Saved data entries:
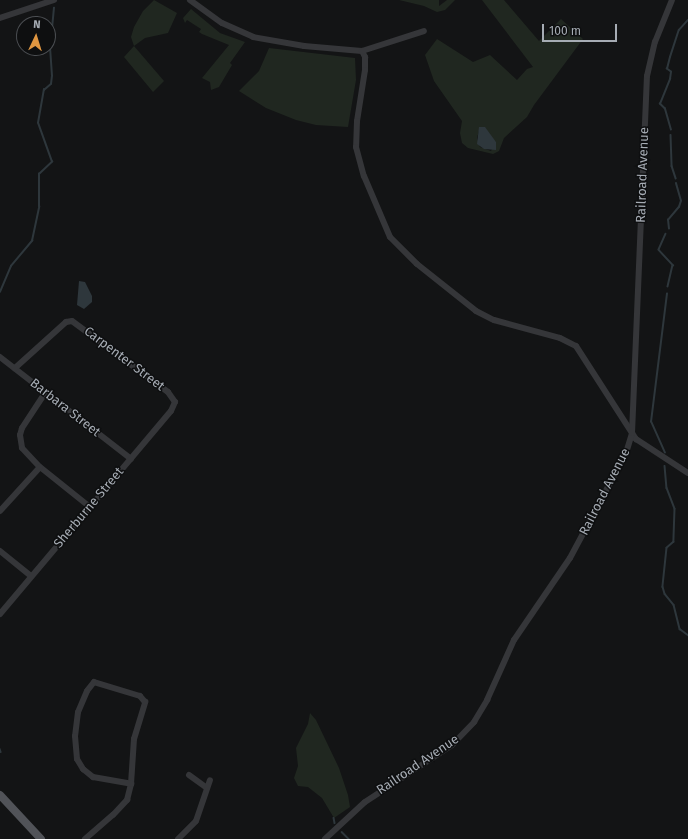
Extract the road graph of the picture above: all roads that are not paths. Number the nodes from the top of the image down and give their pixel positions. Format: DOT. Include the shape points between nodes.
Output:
graph roads {
  1 [pos="54,0"];
  2 [pos="190,0"];
  3 [pos="672,0"];
  4 [pos="0,18"];
  5 [pos="424,30"];
  6 [pos="362,51"];
  7 [pos="0,357"];
  8 [pos="15,368"];
  9 [pos="45,393"];
  10 [pos="175,402"];
  11 [pos="632,433"];
  12 [pos="131,459"];
  13 [pos="40,467"];
  14 [pos="688,473"];
  15 [pos="90,507"];
  16 [pos="0,512"];
  17 [pos="0,551"];
  18 [pos="31,576"];
  19 [pos="0,614"];
  20 [pos="189,775"];
  21 [pos="210,780"];
  22 [pos="131,784"];
  23 [pos="207,788"];
  24 [pos="0,795"];
  25 [pos="41,839"];
  26 [pos="85,839"];
  27 [pos="178,839"];
  28 [pos="325,839"];
  1 -- 4 [label="street"];
  2 -- 6 [label="street" via="222,23 253,37 304,46"];
  3 -- 11 [label="street, Railroad Avenue" via="655,42 647,76"];
  5 -- 6 [label="street"];
  6 -- 11 [label="street" via="365,57 365,70 357,121 356,148 364,176 390,237 417,264 476,310 505,324 560,338 576,346"];
  7 -- 8 [label="street, Barbara Street"];
  8 -- 9 [label="street, Barbara Street"];
  8 -- 10 [label="street, Carpenter Street" via="69,321 76,322 168,392"];
  9 -- 12 [label="street, Barbara Street"];
  9 -- 13 [label="street" via="25,423 20,436 22,448"];
  10 -- 12 [label="street, Sherburne Street" via="174,408"];
  11 -- 14 [label="street" via="642,444"];
  11 -- 28 [label="street, Railroad Avenue" via="610,487 563,570 514,640 487,700 474,722 452,745 367,801"];
  12 -- 15 [label="street, Sherburne Street"];
  13 -- 15 [label="street"];
  13 -- 16 [label="street"];
  15 -- 18 [label="street, Sherburne Street"];
  17 -- 18 [label="street"];
  18 -- 19 [label="street, Sherburne Street"];
  20 -- 23 [label="street"];
  21 -- 23 [label="street"];
  22 -- 22 [label="street" via="134,739 145,703 144,698 101,683 92,683 82,701 76,724 77,759 82,769 93,777"];
  22 -- 26 [label="street" via="121,808"];
  23 -- 27 [label="street" via="196,821"];
  24 -- 25 [label="main road"];
}
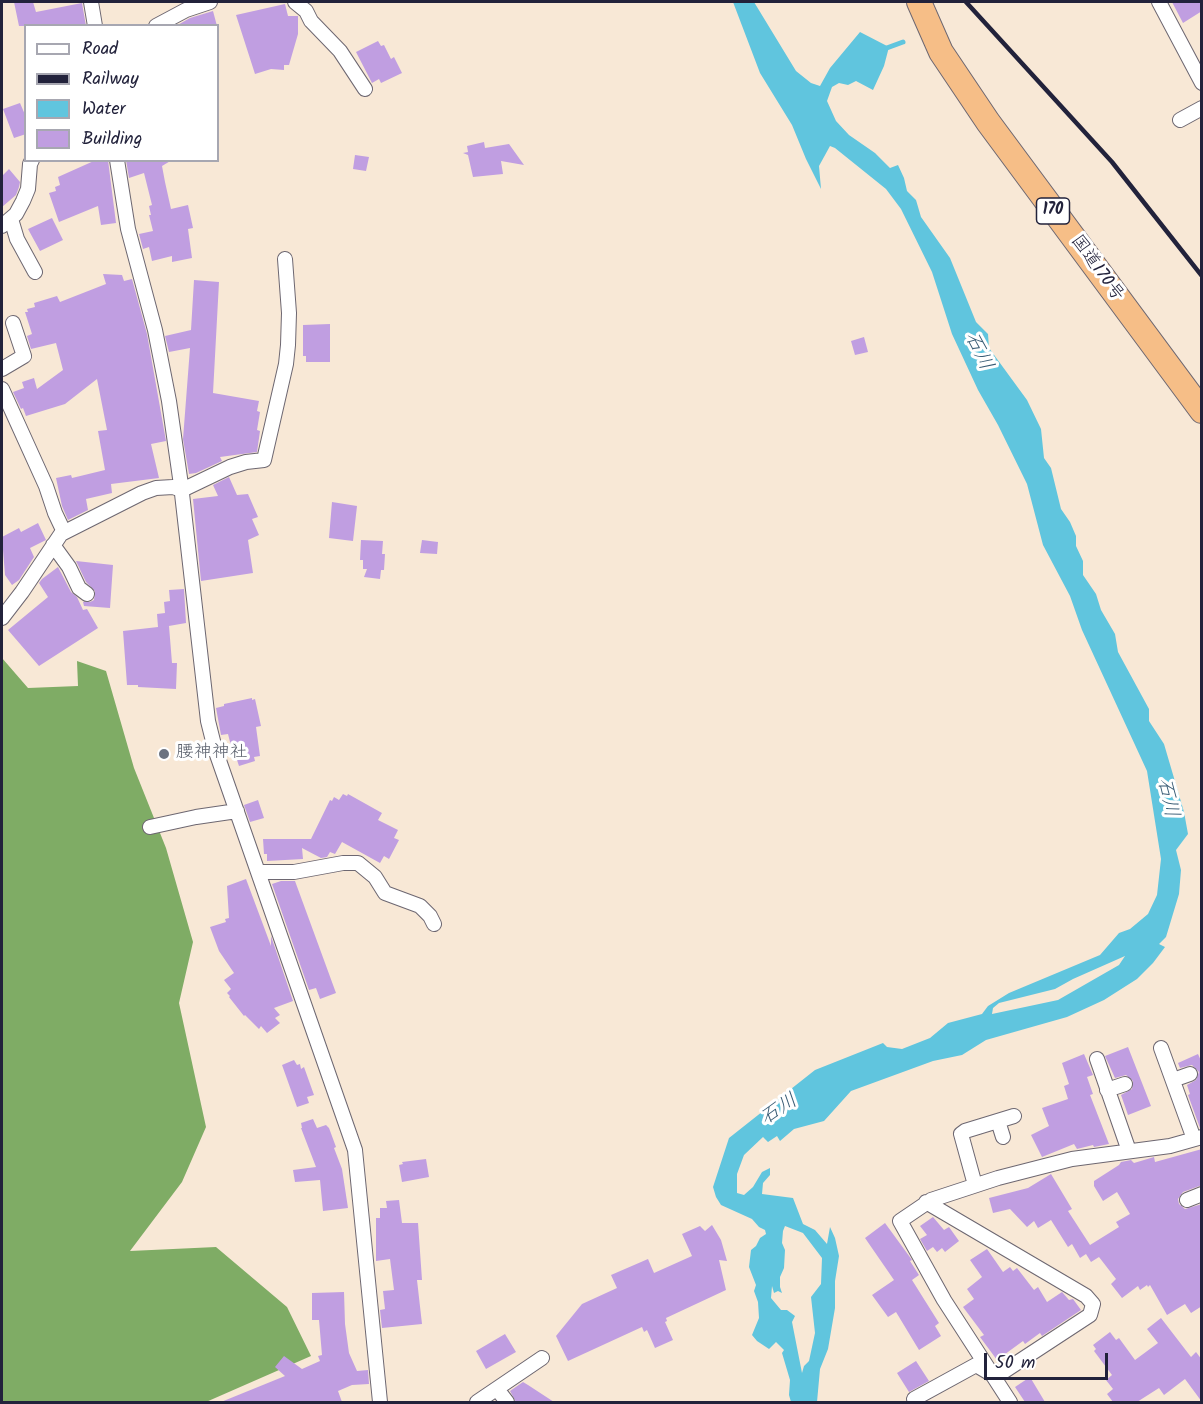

> _INSTRUCTIONS TO FOLLOW_: Skip the pictures and output all entries exactly.

> _OUTPUT_:
Extract the road graph of the picture above: all roads that are not paths. Number the nodes from the top of the image down and give their pixel positions. Format: DOT. Include the shape points between nodes.
Output:
graph roads {
  1 [pos="54,0"];
  2 [pos="190,0"];
  3 [pos="672,0"];
  4 [pos="0,18"];
  5 [pos="424,30"];
  6 [pos="362,51"];
  7 [pos="0,357"];
  8 [pos="15,368"];
  9 [pos="45,393"];
  10 [pos="175,402"];
  11 [pos="632,433"];
  12 [pos="131,459"];
  13 [pos="40,467"];
  14 [pos="688,473"];
  15 [pos="90,507"];
  16 [pos="0,512"];
  17 [pos="0,551"];
  18 [pos="31,576"];
  19 [pos="0,614"];
  20 [pos="189,775"];
  21 [pos="210,780"];
  22 [pos="131,784"];
  23 [pos="207,788"];
  24 [pos="0,795"];
  25 [pos="41,839"];
  26 [pos="85,839"];
  27 [pos="178,839"];
  28 [pos="325,839"];
  1 -- 4 [label="street"];
  2 -- 6 [label="street" via="222,23 253,37 304,46"];
  3 -- 11 [label="street, Railroad Avenue" via="655,42 647,76"];
  5 -- 6 [label="street"];
  6 -- 11 [label="street" via="365,57 365,70 357,121 356,148 364,176 390,237 417,264 476,310 505,324 560,338 576,346"];
  7 -- 8 [label="street, Barbara Street"];
  8 -- 9 [label="street, Barbara Street"];
  8 -- 10 [label="street, Carpenter Street" via="69,321 76,322 168,392"];
  9 -- 12 [label="street, Barbara Street"];
  9 -- 13 [label="street" via="25,423 20,436 22,448"];
  10 -- 12 [label="street, Sherburne Street" via="174,408"];
  11 -- 14 [label="street" via="642,444"];
  11 -- 28 [label="street, Railroad Avenue" via="610,487 563,570 514,640 487,700 474,722 452,745 367,801"];
  12 -- 15 [label="street, Sherburne Street"];
  13 -- 15 [label="street"];
  13 -- 16 [label="street"];
  15 -- 18 [label="street, Sherburne Street"];
  17 -- 18 [label="street"];
  18 -- 19 [label="street, Sherburne Street"];
  20 -- 23 [label="street"];
  21 -- 23 [label="street"];
  22 -- 22 [label="street" via="134,739 145,703 144,698 101,683 92,683 82,701 76,724 77,759 82,769 93,777"];
  22 -- 26 [label="street" via="121,808"];
  23 -- 27 [label="street" via="196,821"];
  24 -- 25 [label="main road"];
}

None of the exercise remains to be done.